SUPPLIED RECORDS Start Marker

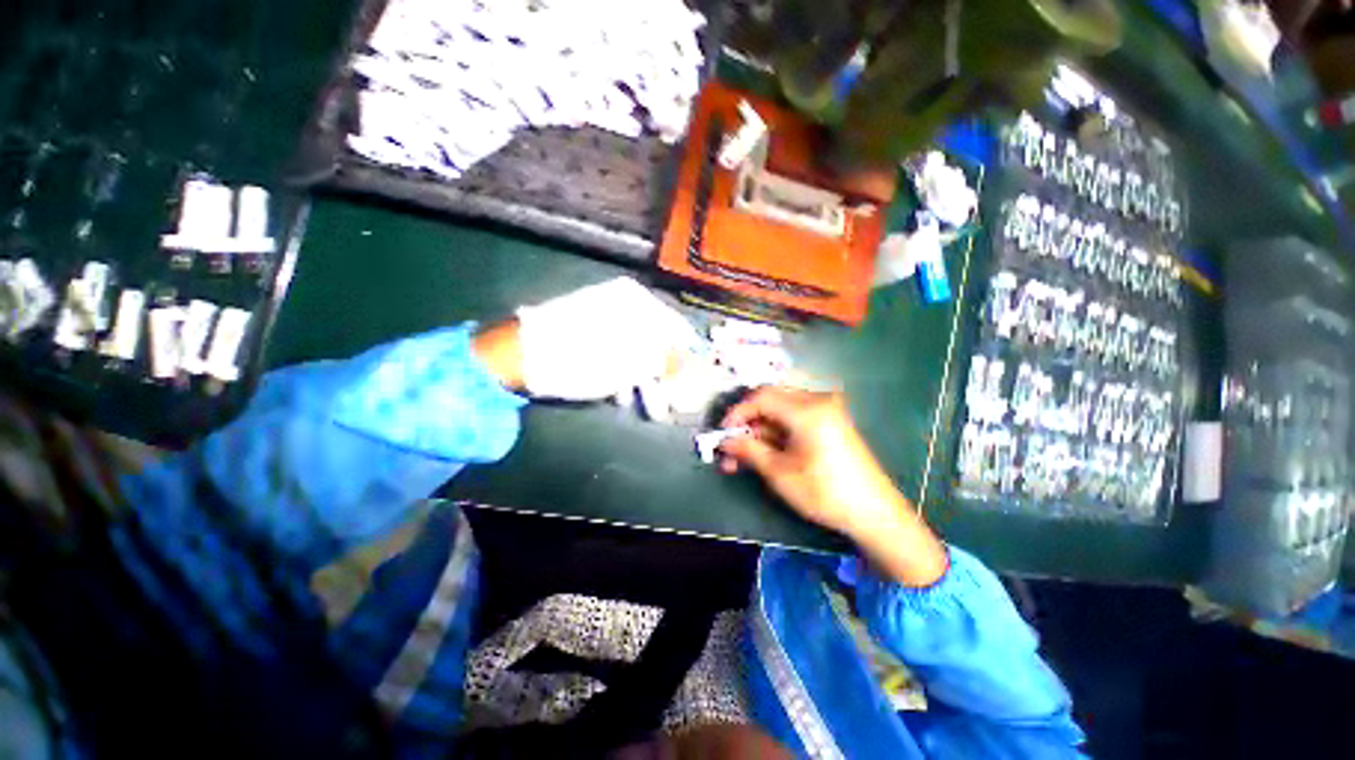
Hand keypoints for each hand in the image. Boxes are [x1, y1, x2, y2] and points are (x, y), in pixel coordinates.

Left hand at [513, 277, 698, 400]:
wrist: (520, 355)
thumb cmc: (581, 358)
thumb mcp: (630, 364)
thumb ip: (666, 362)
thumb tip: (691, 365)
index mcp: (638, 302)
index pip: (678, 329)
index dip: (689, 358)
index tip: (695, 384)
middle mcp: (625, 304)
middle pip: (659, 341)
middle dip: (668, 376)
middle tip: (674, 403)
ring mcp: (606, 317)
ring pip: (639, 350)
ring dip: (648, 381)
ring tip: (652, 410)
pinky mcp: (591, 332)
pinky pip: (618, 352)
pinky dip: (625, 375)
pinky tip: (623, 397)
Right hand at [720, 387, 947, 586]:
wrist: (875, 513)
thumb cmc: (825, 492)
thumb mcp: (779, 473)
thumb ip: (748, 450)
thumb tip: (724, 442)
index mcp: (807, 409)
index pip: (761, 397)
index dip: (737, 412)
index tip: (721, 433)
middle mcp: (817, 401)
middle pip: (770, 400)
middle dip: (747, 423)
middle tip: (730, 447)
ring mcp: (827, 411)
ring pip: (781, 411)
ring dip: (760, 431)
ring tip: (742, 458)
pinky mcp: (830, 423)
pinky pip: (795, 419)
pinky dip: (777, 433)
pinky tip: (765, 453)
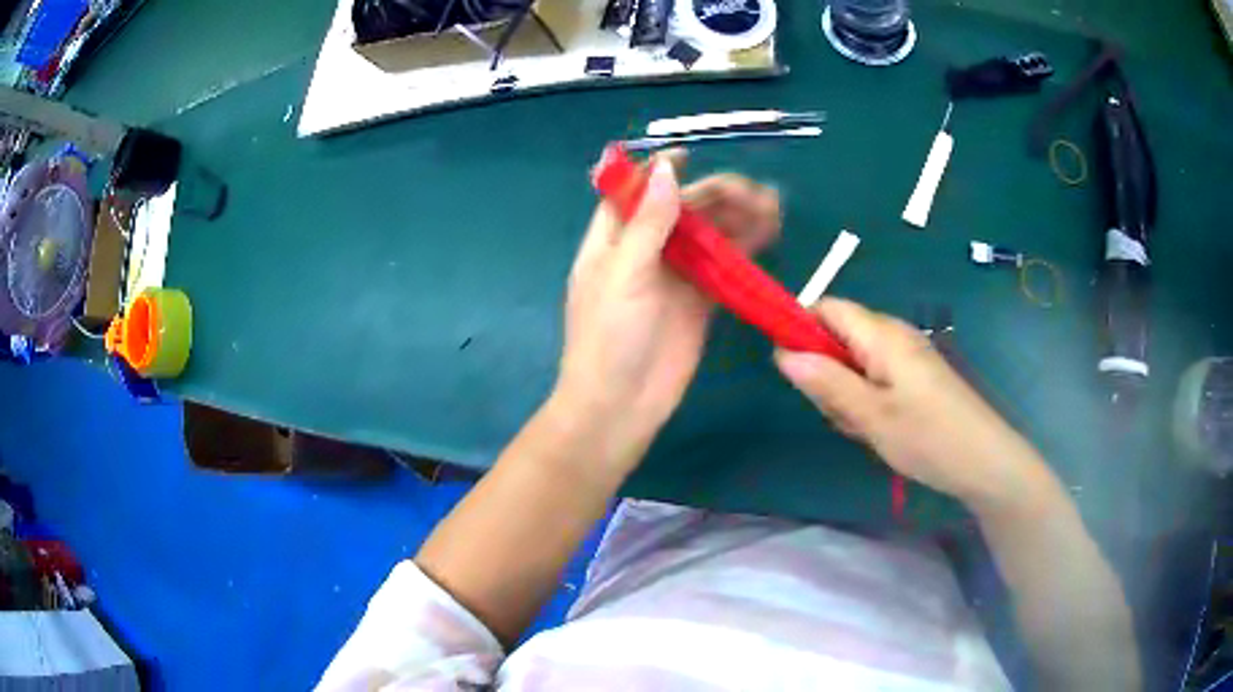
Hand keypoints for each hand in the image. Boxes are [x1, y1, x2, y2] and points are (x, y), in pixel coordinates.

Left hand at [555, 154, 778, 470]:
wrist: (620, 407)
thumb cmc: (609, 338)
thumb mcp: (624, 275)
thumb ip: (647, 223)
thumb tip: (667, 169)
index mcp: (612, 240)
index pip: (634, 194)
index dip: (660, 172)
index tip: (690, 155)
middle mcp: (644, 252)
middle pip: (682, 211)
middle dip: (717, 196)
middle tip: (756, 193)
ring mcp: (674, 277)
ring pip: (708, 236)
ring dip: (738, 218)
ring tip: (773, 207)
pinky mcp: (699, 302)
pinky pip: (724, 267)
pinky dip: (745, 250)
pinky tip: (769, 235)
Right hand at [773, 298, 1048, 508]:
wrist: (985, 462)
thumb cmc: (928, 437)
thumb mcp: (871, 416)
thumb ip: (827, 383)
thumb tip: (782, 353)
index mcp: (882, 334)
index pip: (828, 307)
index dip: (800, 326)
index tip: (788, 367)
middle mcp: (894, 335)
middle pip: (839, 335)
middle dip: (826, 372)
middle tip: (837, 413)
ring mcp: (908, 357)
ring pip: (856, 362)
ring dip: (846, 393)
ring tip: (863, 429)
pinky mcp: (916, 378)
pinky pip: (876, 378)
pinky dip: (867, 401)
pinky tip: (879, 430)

SUPPLIED RECORDS End Marker

**TO DO**
Quote the data above from the line containing "ring pip: (639, 350)" to the line containing "middle tip: (730, 447)", inclusive, and stop.

**EXERCISE OUTPUT**
ring pip: (639, 350)
ring dip: (648, 381)
ring tip: (652, 410)
pinky mcp: (591, 332)
pinky pip: (618, 352)
pinky dip: (625, 375)
pinky tip: (623, 397)
Right hand at [720, 387, 947, 586]:
wrist: (875, 513)
thumb cmc: (825, 492)
thumb mcp: (779, 473)
thumb ip: (748, 450)
thumb tip: (724, 442)
index mcp: (807, 409)
index pip: (761, 397)
index dip: (737, 412)
index tip: (721, 433)
middle mcp: (817, 401)
middle pip: (770, 400)
middle dip: (747, 423)
middle tip: (730, 447)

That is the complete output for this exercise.